If landlords and tenants can agree on anything, it’s that rent relief should be quickly distributed to the people who need it.

“We’ve had members that have bent over backward to try to keep their residents housed for the last 18 months,” says Jason Simon, director of government affairs for the Apartment Association of Greater Dallas. “Really, no other industry has been asked to go without. You can’t walk into the grocery store and walk out the door without paying. We’ve been told to ‘Wait, wait, wait, keep waiting, keep on waiting for these moratoria to expire.’ Meanwhile, we’ve got property taxes to pay, we’ve got insurance to pay, we’ve got payroll to meet, we’ve got upkeep on our properties.”

Simon says landlords are often as frustrated as tenants by the rental aid application process, if occasionally for different reasons. Much of the process requires landlords and tenants to cooperate. Simon is suspicious that some tenants may be taking advantage of past moratoria—or of a city ordinance, passed in April, that delays evictions if a tenant can demonstrate they’re under financial hardship because of the COVID-19 pandemic.

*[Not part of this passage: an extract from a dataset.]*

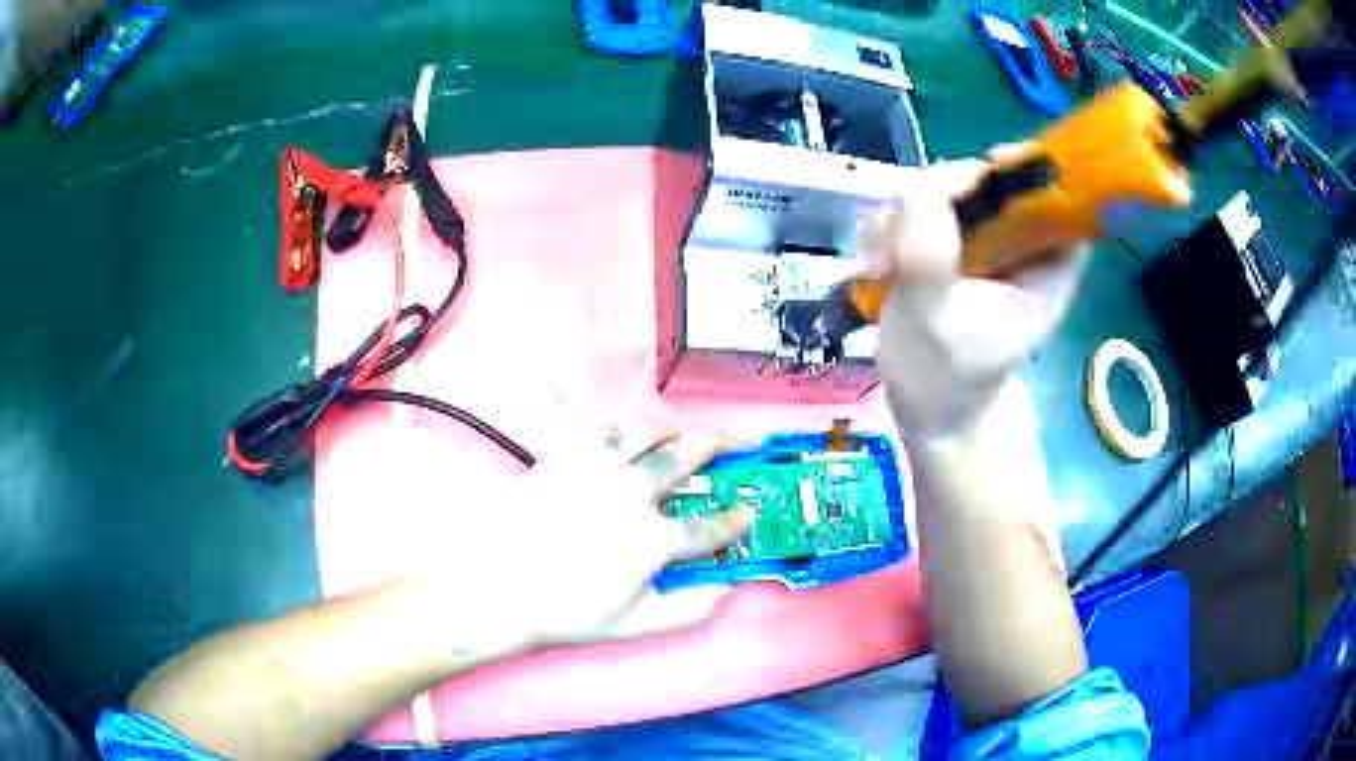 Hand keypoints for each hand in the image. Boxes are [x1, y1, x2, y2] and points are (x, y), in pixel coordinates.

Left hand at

“We’ve had some instances where, frankly, you’ve got residents that are not applying, for whatever reason, refusing to communicate,” Simon says. “We’ve heard of some situations where we’ve got people that can afford the rent and are just simply refusing to do so.”

Whatever the case may be, Simon says policy makers need to focus on distributing rental aid, rather than banning evictions.

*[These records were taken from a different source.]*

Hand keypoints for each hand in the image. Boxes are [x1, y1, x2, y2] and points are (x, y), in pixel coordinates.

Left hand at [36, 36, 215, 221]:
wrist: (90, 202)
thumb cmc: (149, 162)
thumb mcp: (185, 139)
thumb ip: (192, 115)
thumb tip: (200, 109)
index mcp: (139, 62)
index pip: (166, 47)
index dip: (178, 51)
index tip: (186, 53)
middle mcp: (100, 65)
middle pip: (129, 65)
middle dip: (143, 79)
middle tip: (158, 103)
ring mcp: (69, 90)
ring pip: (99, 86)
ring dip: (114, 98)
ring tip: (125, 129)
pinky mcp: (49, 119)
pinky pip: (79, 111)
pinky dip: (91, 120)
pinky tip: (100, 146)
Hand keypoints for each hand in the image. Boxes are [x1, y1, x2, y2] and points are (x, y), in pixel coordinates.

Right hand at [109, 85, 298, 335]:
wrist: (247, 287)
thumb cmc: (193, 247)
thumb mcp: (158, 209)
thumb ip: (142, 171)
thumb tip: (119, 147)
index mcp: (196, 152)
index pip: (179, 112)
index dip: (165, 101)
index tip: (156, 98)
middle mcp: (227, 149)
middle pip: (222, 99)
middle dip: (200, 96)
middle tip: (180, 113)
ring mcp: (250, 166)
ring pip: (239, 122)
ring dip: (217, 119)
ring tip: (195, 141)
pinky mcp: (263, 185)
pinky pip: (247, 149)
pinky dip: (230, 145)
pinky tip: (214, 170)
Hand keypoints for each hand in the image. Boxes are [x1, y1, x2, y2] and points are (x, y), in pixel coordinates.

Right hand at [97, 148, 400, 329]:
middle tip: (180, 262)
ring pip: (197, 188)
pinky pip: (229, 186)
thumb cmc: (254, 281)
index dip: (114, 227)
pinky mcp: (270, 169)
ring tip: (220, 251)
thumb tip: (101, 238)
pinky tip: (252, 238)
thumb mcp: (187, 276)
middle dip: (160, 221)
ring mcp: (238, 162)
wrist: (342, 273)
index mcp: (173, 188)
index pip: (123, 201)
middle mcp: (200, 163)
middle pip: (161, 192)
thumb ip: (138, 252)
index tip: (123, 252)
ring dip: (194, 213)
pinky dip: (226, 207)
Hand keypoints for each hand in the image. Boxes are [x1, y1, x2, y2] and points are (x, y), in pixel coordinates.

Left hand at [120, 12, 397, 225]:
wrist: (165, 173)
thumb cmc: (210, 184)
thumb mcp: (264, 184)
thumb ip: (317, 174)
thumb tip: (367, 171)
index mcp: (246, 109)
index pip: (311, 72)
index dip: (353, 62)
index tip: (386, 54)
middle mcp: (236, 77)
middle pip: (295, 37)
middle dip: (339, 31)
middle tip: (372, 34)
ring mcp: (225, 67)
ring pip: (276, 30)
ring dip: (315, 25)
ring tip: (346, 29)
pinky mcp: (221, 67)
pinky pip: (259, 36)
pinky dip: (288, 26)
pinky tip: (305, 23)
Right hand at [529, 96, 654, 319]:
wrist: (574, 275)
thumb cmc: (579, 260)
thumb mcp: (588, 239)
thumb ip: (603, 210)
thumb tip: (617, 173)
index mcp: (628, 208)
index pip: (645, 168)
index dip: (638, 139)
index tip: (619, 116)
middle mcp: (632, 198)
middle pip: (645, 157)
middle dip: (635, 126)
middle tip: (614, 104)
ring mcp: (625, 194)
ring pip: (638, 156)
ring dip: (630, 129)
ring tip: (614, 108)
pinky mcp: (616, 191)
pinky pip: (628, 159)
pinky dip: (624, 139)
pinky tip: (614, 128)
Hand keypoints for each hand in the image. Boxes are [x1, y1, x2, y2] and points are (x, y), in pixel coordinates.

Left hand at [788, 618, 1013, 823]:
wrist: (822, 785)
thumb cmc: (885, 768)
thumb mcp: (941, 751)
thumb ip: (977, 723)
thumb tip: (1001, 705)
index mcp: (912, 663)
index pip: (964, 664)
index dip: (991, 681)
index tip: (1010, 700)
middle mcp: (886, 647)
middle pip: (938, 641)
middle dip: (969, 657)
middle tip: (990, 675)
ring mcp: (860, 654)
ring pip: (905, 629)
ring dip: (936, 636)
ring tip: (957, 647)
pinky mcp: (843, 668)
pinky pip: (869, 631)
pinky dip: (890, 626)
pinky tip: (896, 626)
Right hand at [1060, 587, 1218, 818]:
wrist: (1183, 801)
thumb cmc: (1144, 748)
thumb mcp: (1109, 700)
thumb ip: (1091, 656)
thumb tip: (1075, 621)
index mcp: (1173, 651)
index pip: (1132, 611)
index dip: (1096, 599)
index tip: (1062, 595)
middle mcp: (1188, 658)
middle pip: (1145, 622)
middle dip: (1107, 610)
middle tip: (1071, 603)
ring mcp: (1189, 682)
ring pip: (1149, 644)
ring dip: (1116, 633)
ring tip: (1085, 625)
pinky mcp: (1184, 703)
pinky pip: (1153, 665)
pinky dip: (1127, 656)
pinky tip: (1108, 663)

It’s a simple enough approach to preventing evictions. Dallas has recently put its weight behind a plan to curb homelessness by putting people in homes. The best way to keep people from losing their homes in the first place might be paying their rent. It’s kept many people off the street during an unprecedented public health crisis.

“We obviously benefited from enormous amounts of rent relief that have come down through the federal programs,” says Ashley Flores, a senior director at the Child Poverty Action Lab. But what comes after the federal money is spent?

“That’s something we’ll need to think about it, as a city and as a county,” Flores says. “We know eviction has an enormous impact on families, on tenants. It’s not just about being displaced from your housing. It also impacts employment and mental health. For students, if they’re switching schools, it has a huge negative impact on their academic achievement. My hope is that this might spur some interest in expanding, post-COVID: rent relief that’s available, legal counsel for tenants facing eviction, some of those supports that can help tenants stay housed.”

Priscylla Bento, policy manager for the city’s Office of Equity and Conclusion, says the pandemic has spotlighted a housing crisis that was already brewing. Evictions, like all of Dallas’ chronic problems, follow a familiar map of inequality.

“It’s hard to not recognize the impact it has, especially how it negatively impacts our communities in need, our racially and ethnically concentrated areas of poverty,” Bento says.

The reality of housing instability is stark. Many people in North Texas face a real and near-constant threat of losing their homes. It doesn’t have to be that way. The pandemic has changed many things, including housing, Bento says.

“I think we’re going to be seeing policy changes and shifts to recognize those changes and ensure our residents have the opportunity to be fruitful in a quality living situation and not consistently facing threats of eviction.”